Dataset entries

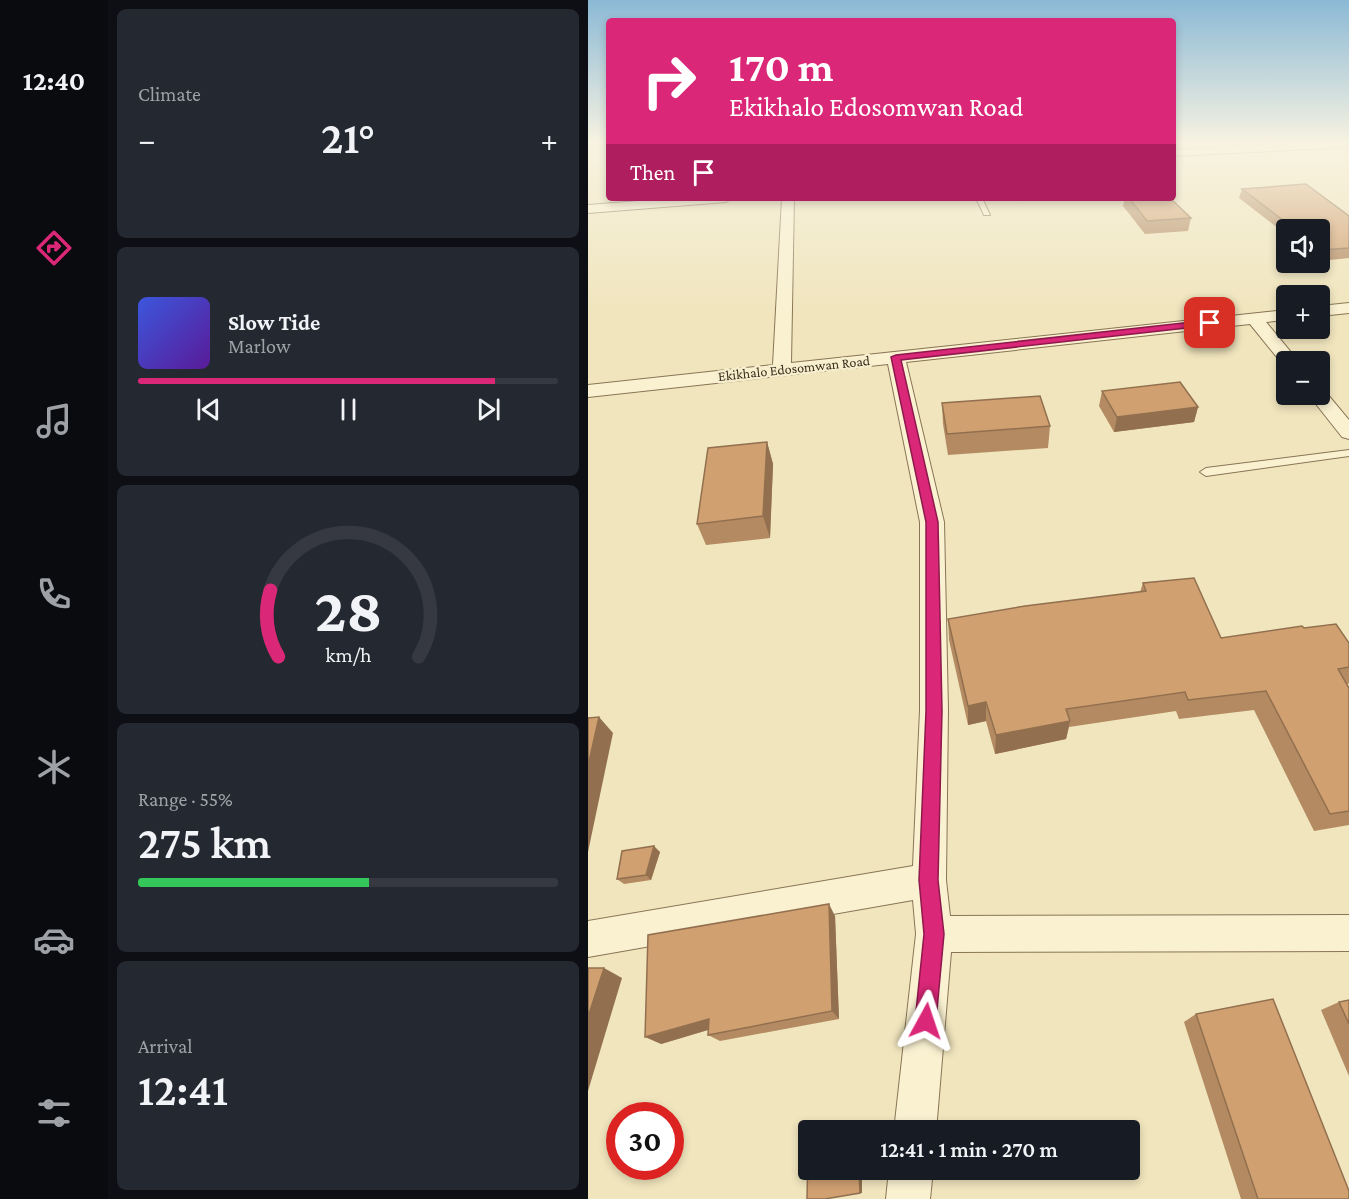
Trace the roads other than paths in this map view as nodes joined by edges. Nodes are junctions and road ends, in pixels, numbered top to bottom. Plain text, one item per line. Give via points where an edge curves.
1 (688, 201) edge
2 (788, 201) edge
3 (981, 201) edge
4 (588, 209) edge
5 (987, 213) dead end
6 (1349, 308) edge
7 (1330, 310) edge
8 (1276, 316) edge
9 (1254, 318) junction
10 (1281, 351) edge
11 (896, 357) junction
12 (782, 368) junction
13 (588, 392) edge
14 (1326, 405) edge
15 (1349, 433) edge
16 (1349, 453) edge
17 (1206, 472) dead end
18 (929, 880) junction
19 (1349, 933) edge
20 (934, 934) junction
21 (588, 939) edge
22 (916, 1120) edge
23 (910, 1180) edge
24 (908, 1199) edge

1 - 4 street
2 - 12 street
3 - 5 lane
6 - 7 street
8 - 9 street, Ekikhalo Edosomwan Road
9 - 10 street
9 - 11 street, Ekikhalo Edosomwan Road
11 - 12 street, Ekikhalo Edosomwan Road
11 - 18 street via 932,522 934,711
12 - 13 street, Ekikhalo Edosomwan Road
14 - 15 street
16 - 17 lane
18 - 20 street
18 - 21 street
19 - 20 street
20 - 22 street
23 - 24 street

§ **TASK DIRECTIONS**: Exact wording is required throughout: write out all the records, but no pictures.

§ **SOLUTION TO THIS PROBLEM**:
Trace the roads other than paths in this map view as nodes joined by edges. Nodes are junctions and road ends, in pixels, numbered top to bottom. Plain text, one item per line. Give via points where an edge curves.
1 (688, 201) edge
2 (788, 201) edge
3 (981, 201) edge
4 (588, 209) edge
5 (987, 213) dead end
6 (1349, 308) edge
7 (1330, 310) edge
8 (1276, 316) edge
9 (1254, 318) junction
10 (1281, 351) edge
11 (896, 357) junction
12 (782, 368) junction
13 (588, 392) edge
14 (1326, 405) edge
15 (1349, 433) edge
16 (1349, 453) edge
17 (1206, 472) dead end
18 (929, 880) junction
19 (1349, 933) edge
20 (934, 934) junction
21 (588, 939) edge
22 (916, 1120) edge
23 (910, 1180) edge
24 (908, 1199) edge

1 - 4 street
2 - 12 street
3 - 5 lane
6 - 7 street
8 - 9 street, Ekikhalo Edosomwan Road
9 - 10 street
9 - 11 street, Ekikhalo Edosomwan Road
11 - 12 street, Ekikhalo Edosomwan Road
11 - 18 street via 932,522 934,711
12 - 13 street, Ekikhalo Edosomwan Road
14 - 15 street
16 - 17 lane
18 - 20 street
18 - 21 street
19 - 20 street
20 - 22 street
23 - 24 street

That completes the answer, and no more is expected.